In her March 18 op-ed piece published on mic.com, Katie Hakala argued that technology – specifically texting – has allowed young adults to become huge flakes, arriving late to events after sending a quick “be there soon!” text, and deciding last-minute not to show up at all.
She makes a good point. I think I would be hard pressed to find a current Ole who has never relied on a cell phone to flake out a little.
Can we push back dinner to 6:15?
Ugh. I just have so much work. Would it be okay if we do tomorrow instead?
I’m soooooooooo sorry, but I’m really tired and I think I’m just going to go to bed.
We’ve all done it. Some are worse offenders than others, but it happens all the time.I agree with Hakala that the increase in flakiness certainly has a significant negative impact on friendships. For instance, I have diminished trust in my friends who frequently flake. I don’t believe, however, that the flaking phenomenon arose from the convenience of texting. I think it’s actually selfishness, bred in the “you do you” world in which we twentysomethings grew up.
Millennials are not the iPhone-wielding mob of entitled narcissists that bloggers for the Huffington Post and the New York Times might have you believe. Most of my friends and peers have cares that reach far beyond the millennial sphere of hedonism in which they all supposedly operate. They want to invent drugs, teach children, fight social injustice and be elected to office. They want to change the world – not just earn money and go on vacation and watch TV.
We are not self-obsessed, but we are a little selfish. We’ve been taught – and wonderfully so – that we can do whatever we want to do and be whoever we want to be, and that we don’t have to answer to anybody but ourselves. That’s a great message, but it leaves out one important truth: we still have responsibility to one another.

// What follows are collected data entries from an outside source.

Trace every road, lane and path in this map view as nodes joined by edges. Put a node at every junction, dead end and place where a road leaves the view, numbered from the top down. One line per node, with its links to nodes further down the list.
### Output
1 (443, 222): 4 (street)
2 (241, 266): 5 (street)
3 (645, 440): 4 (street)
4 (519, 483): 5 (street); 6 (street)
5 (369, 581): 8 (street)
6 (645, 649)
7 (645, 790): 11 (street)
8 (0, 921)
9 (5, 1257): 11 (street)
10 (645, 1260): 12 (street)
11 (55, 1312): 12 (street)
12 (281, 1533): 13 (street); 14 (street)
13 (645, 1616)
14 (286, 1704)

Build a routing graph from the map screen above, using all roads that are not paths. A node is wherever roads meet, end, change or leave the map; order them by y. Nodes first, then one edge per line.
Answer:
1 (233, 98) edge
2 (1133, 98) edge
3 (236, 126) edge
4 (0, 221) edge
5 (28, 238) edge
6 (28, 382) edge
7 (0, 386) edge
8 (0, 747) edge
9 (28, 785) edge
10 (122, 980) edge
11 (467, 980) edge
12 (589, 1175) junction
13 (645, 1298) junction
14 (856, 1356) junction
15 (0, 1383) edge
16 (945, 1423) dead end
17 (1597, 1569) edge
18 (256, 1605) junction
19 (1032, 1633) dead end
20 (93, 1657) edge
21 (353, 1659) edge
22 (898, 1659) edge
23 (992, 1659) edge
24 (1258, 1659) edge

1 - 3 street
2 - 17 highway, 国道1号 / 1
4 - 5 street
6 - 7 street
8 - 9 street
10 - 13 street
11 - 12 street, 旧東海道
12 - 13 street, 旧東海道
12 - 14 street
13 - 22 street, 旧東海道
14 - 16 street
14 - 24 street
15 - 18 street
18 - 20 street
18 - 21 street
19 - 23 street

Dear fellow millennials, college students, friends and peers: please stop being giant flakes and bad friends. Stop trading a friend’s trust for the instant gratification of staying home with a glass of wine. Stop arriving hours late because you had to watch just one more episode. The truth is that flakiness is not a quirky and inevitable characteristic of the millennial mind, but rather a social problem that needs active solving.
The good news: this is solvable. Here’s how.
Honor your commitments. Unless you are sick or facing an emergency, go to the party you said you would attend and show up at dinner at the time you suggested meeting.
Close Netflix. Your futon is so comfy, and “Unbreakable Kimmy Schmidt” is so good, but that’s too bad. Arrive where you said you would when you said you would. Kimmy will still be there for you tomorrow.
Apologize sincerely when you do have to bail stomach flus and traffic jams do happen. Don’t offer excuses or make your friend reassure you that it’s totally fine.
Don’t try to justify flaking by being a “maybe” for every commitment thrown your way. If you’re always a maybe and you never show up, you are treating friends just as disrespectfully as those who RSVP with a “yes” and then bail last-minute.
Flaking, even if it’s “classic you,” is not funny or fine. It’s disrespectful, rude, thoughtless and hurtful. Stop it. If you’re “not a planner,” become one for just a few minutes each week so that you can show up when you said you would.
Independence and self-actualization are awesome. We can – and should – seize the opportunity to follow our own dreams and do what we want. But we should not do what we want all the time. That’s a lot of what’s wrong with this country and this world – the belief that people possess the ability to do anything they please without the responsibility to anybody else.
It’s time for millennials to cast off our bad reputations as entitled narcissists by demonstrating responsibility and treating our friends with respect – even when we don’t particularly feel like it.